CV Raman’s spectrograph.

According to most accounts, the impetus for his research on this phenomena came while he was on his way to England on ship in 1921 for a conference, his first voyage outside the country.

Raman was captivated by the blue colour of the sea. The prevailing theory at the times was that the sea reflected the blue of the sky. He wrote an exploratory piece about the question in the journal Nature called “The Colour of the Sea.”

Raman’s subsequent work was grounded in earlier findings that light behaved like it consisted of particles instead of as a wave. In 1927, Arthur Holly Compton was awarded the Nobel for demonstrating the light scattering effect in x-rays. Raman was convinced he could show the same in visible light, and he did.

“The new phenomenon exhibits features even more startling than those discovered by Prof Compton with X-rays,” an Associated Press of India report says of his discovery of the Raman effect.

“The Raman effect has opened new routes to our knowledge of the structure of matter and has already given most important results,” the Nobel committee noted in its speech.

India’s most prolific scientist could have ended up remaining a civil servant if he hadn’t been so determined to pursue his passions. In 1907 he joined the Financial Civil Services as the Assistant Accountant General in Calcutta but continued his research work on the side. He would later join Calcutta University when he was offered the Palit Chair for Physics in 1917.

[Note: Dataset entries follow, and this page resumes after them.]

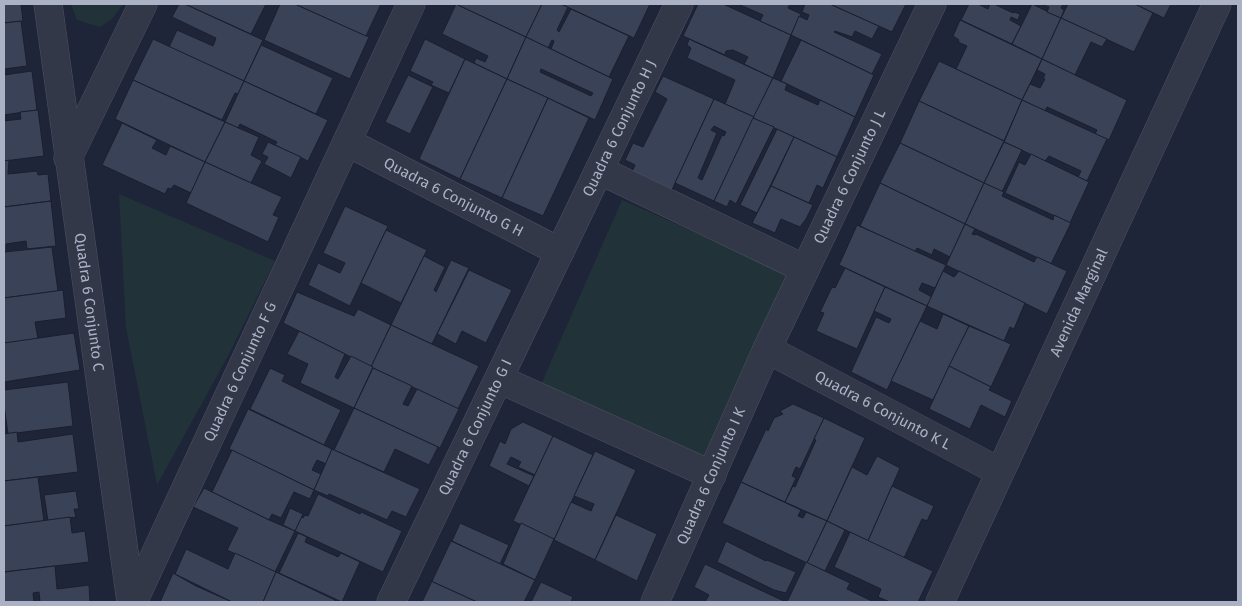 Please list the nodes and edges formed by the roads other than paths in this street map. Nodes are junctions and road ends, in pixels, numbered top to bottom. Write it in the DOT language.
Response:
graph roads {
  1 [pos="48,4"];
  2 [pos="143,4"];
  3 [pos="411,4"];
  4 [pos="679,4"];
  5 [pos="932,4"];
  6 [pos="1218,4"];
  7 [pos="347,142"];
  8 [pos="68,158"];
  9 [pos="599,170"];
  10 [pos="560,252"];
  11 [pos="805,269"];
  12 [pos="767,349"];
  13 [pos="498,379"];
  14 [pos="1000,472"];
  15 [pos="712,475"];
  16 [pos="132,602"];
  17 [pos="391,602"];
  18 [pos="655,602"];
  19 [pos="940,602"];
  1 -- 8 [label="street, Quadra 6 Conjunto C"];
  2 -- 8 [label="street"];
  3 -- 7 [label="street, Quadra 6 Conjunto F G"];
  4 -- 9 [label="street, Quadra 6 Conjunto H J"];
  5 -- 11 [label="street, Quadra 6 Conjunto J L"];
  6 -- 14 [label="street, Avenida Marginal"];
  7 -- 10 [label="street, Quadra 6 Conjunto G H"];
  7 -- 16 [label="street, Quadra 6 Conjunto F G"];
  8 -- 16 [label="street, Quadra 6 Conjunto C"];
  9 -- 10 [label="street, Quadra 6 Conjunto H J"];
  9 -- 11 [label="street"];
  10 -- 13 [label="street, Quadra 6 Conjunto G I"];
  11 -- 12 [label="street, Quadra 6 Conjunto J L"];
  12 -- 14 [label="street, Quadra 6 Conjunto K L"];
  12 -- 15 [label="street, Quadra 6 Conjunto I K"];
  13 -- 15 [label="street"];
  13 -- 17 [label="street, Quadra 6 Conjunto G I"];
  14 -- 19 [label="street, Avenida Marginal"];
  15 -- 18 [label="street, Quadra 6 Conjunto I K"];
} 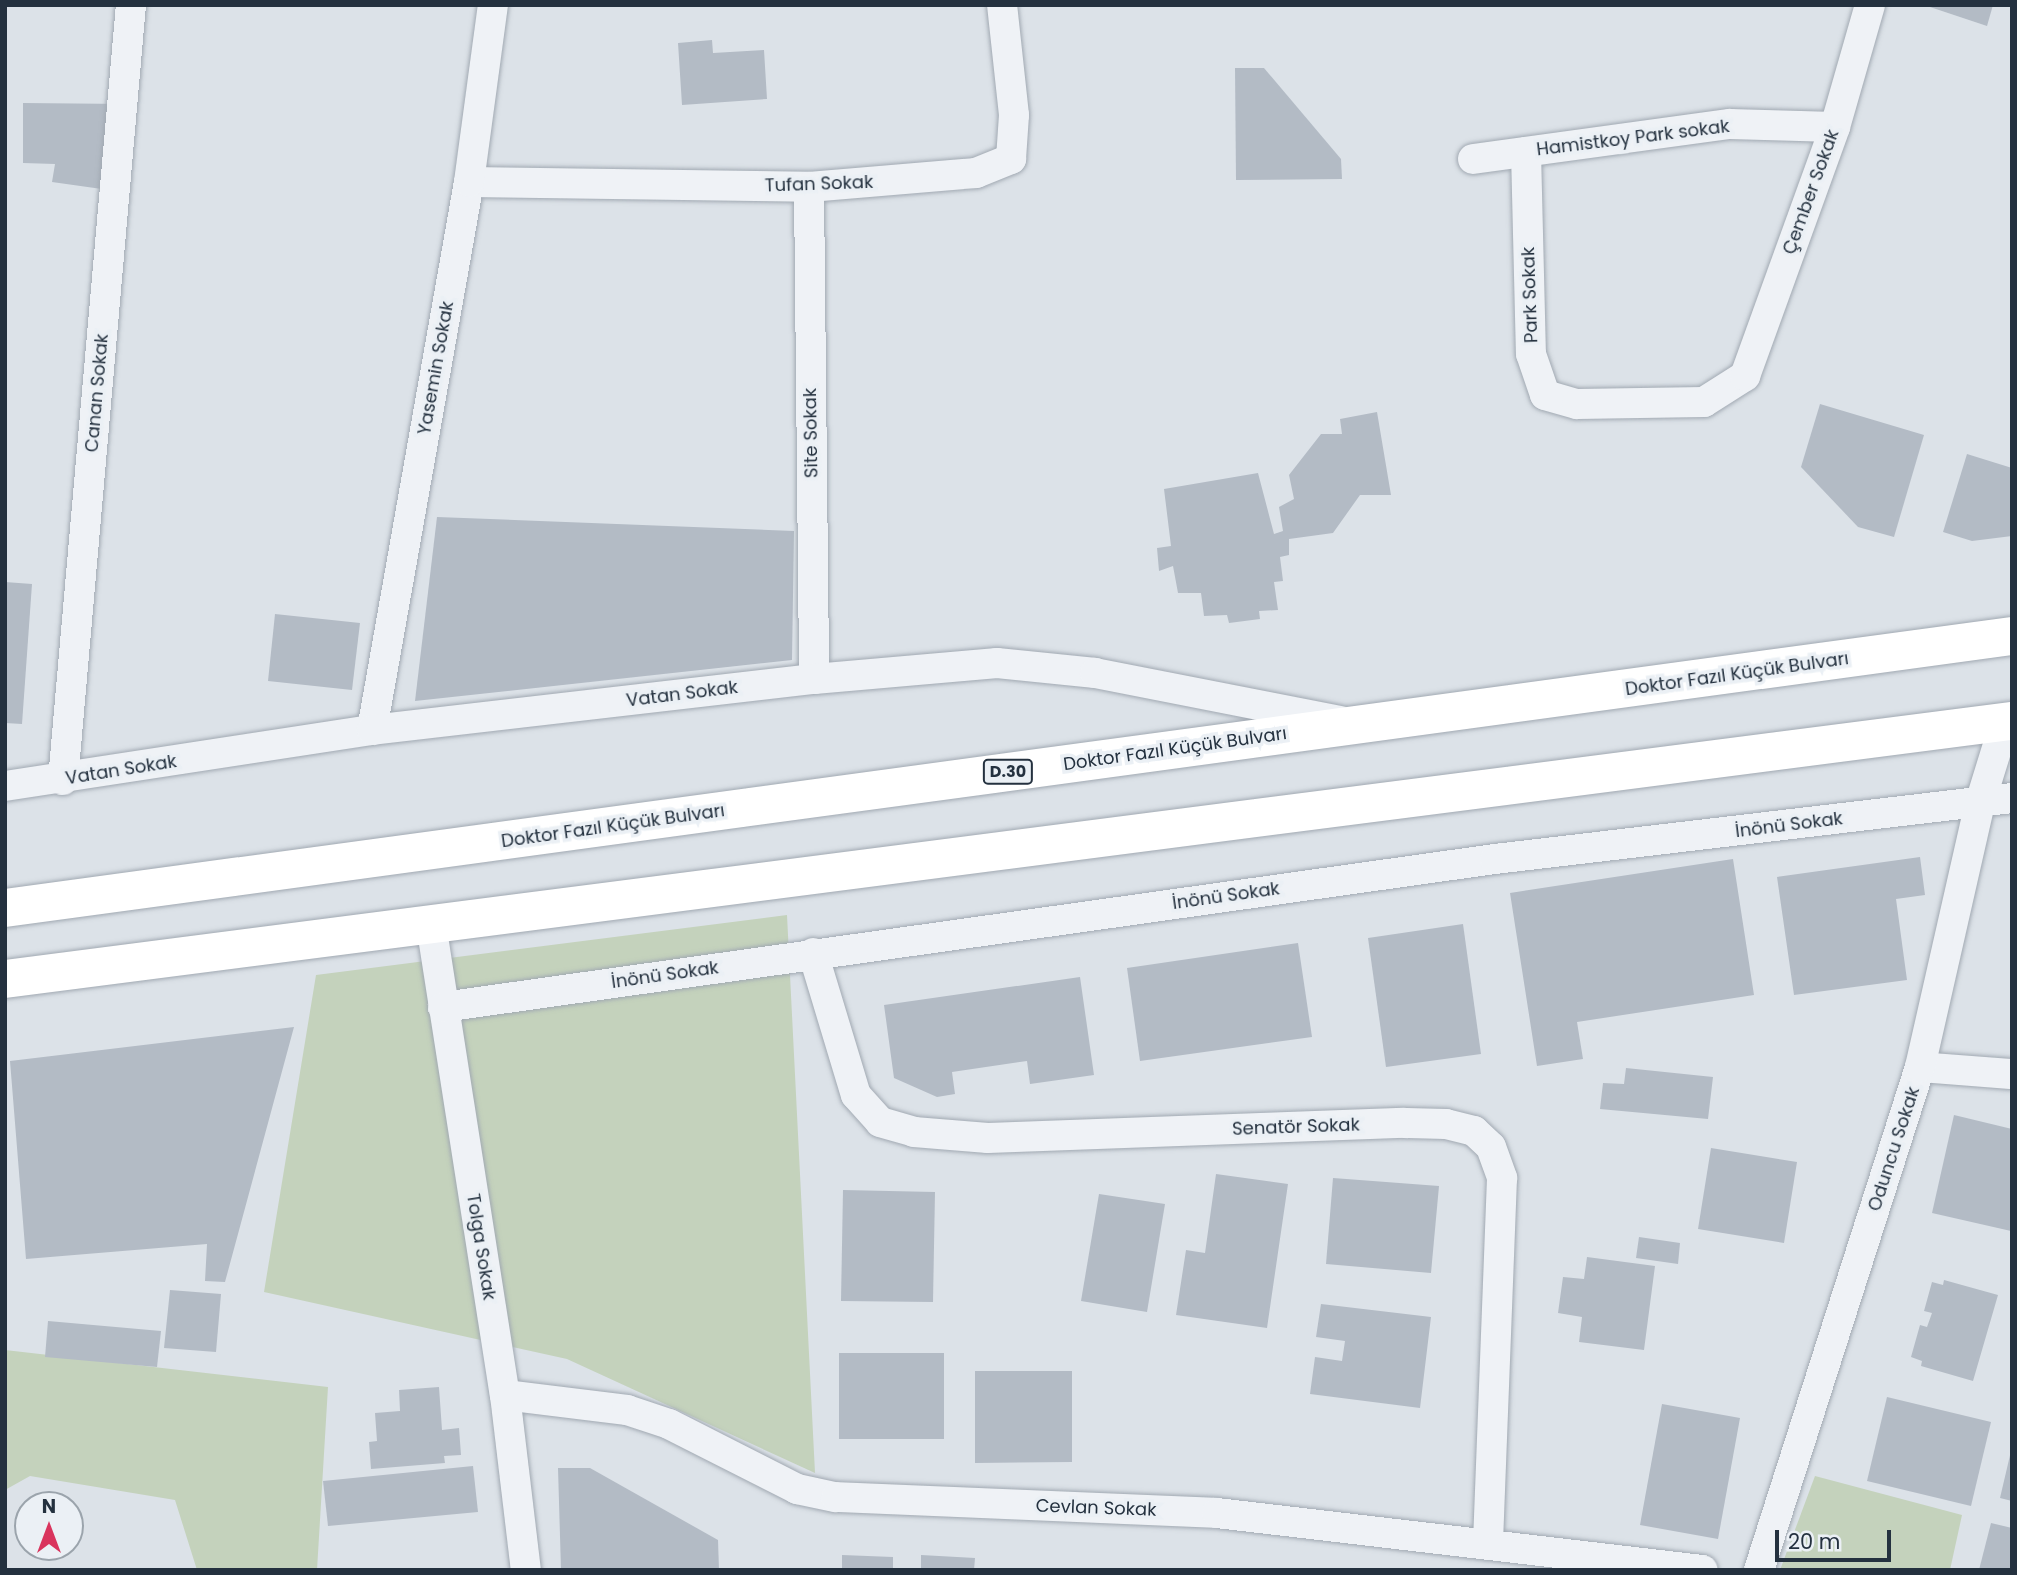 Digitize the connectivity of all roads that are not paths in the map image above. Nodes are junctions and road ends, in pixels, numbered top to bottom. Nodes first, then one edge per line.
1 (131, 5) edge
2 (493, 5) edge
3 (1002, 5) edge
4 (1870, 5) edge
5 (1835, 127) junction
6 (1526, 152) junction
7 (1473, 159) dead end
8 (469, 182) junction
9 (809, 187) junction
10 (1745, 376) joint
11 (2012, 636) edge
12 (814, 679) junction
13 (2008, 722) edge
14 (1359, 724) junction
15 (372, 730) junction
16 (63, 780) junction
17 (5, 786) edge
18 (2012, 799) edge
19 (1980, 803) junction
20 (5, 908) edge
21 (431, 924) junction
22 (813, 953) junction
23 (5, 979) edge
24 (443, 1007) junction
25 (1920, 1067) junction
26 (2012, 1074) edge
27 (505, 1395) junction
28 (1488, 1545) junction
29 (526, 1570) edge
30 (1703, 1570) edge
31 (1759, 1570) edge

1 - 16 street, Canan Sokak
2 - 8 street, Yasemin Sokak
3 - 9 street, Tufan Sokak
4 - 5 street, Çember Sokak
5 - 6 street, Hamistkoy Park sokak
5 - 10 street, Çember Sokak
6 - 7 street, Hamistkoy Park sokak
6 - 10 street, Park Sokak
8 - 9 street, Tufan Sokak
8 - 15 street, Yasemin Sokak
9 - 12 street, Site Sokak
11 - 14 highway, Doktor Fazıl Küçük Bulvarı / D.30
12 - 14 street, Vatan Sokak
12 - 15 street, Vatan Sokak
13 - 19 street, Oduncu Sokak
13 - 21 highway
14 - 20 highway, Doktor Fazıl Küçük Bulvarı / D.30
15 - 16 street, Vatan Sokak
16 - 17 street, Vatan Sokak
18 - 19 street, İnönü Sokak
19 - 22 street, İnönü Sokak
19 - 25 street, Oduncu Sokak
21 - 23 highway
21 - 24 street, Tolga Sokak
22 - 24 street, İnönü Sokak
22 - 28 street, Senatör Sokak
24 - 27 street, Tolga Sokak
25 - 26 street
25 - 31 street, Oduncu Sokak
27 - 28 street, Cevlan Sokak
27 - 29 street, Tolga Sokak
28 - 30 street, Cevlan Sokak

When he was a doctoral student Rajinder Singh, now a professor in Germany, was troubled to see that his counterparts were all choosing European scientists to write their thesis on. So he decided that he would write on an Indian scientist: CV Raman. Singh revealed in an interview that Raman was not just a brilliant physicist but also an active mentor. He had a keen eye for good students and recommended them readily for scholarships and positions.

“He encouraged a whole generation of scientists,” Parameswaran said. “As a person he was a lively speaker, he knew how to talk to the common person in a non-scientific way,” she said.

He loved children in his later life he used to take children from Bangalore schools into the lab and to open their eyes to the wonders of nature.

Raman went on to serve as the first Indian director of the Indian Institute of Science in Bangalore in 1933. He retired 15 years later and established the Raman Research Institute, which he led till the end of his days.

His deep attachment and curiosity for his natural surroundings was evident throughout his life. Raman loved to walk in the eucalyptus grove and his rose garden at the Raman Research Institute campus, Parameswaran said. In his new home too, Raman, frequently visited Cubbon park in the heart of the city. He died in Bangalore at the age of 82.

For someone who was surrounded by students and peers at the peak of scientific life in his later years, the physicist mostly worked alone. “As he lay on his deathbed, he wished he had made the windows of his room even lower and bigger so he could see the sky and garden,” Parameswaran recalled.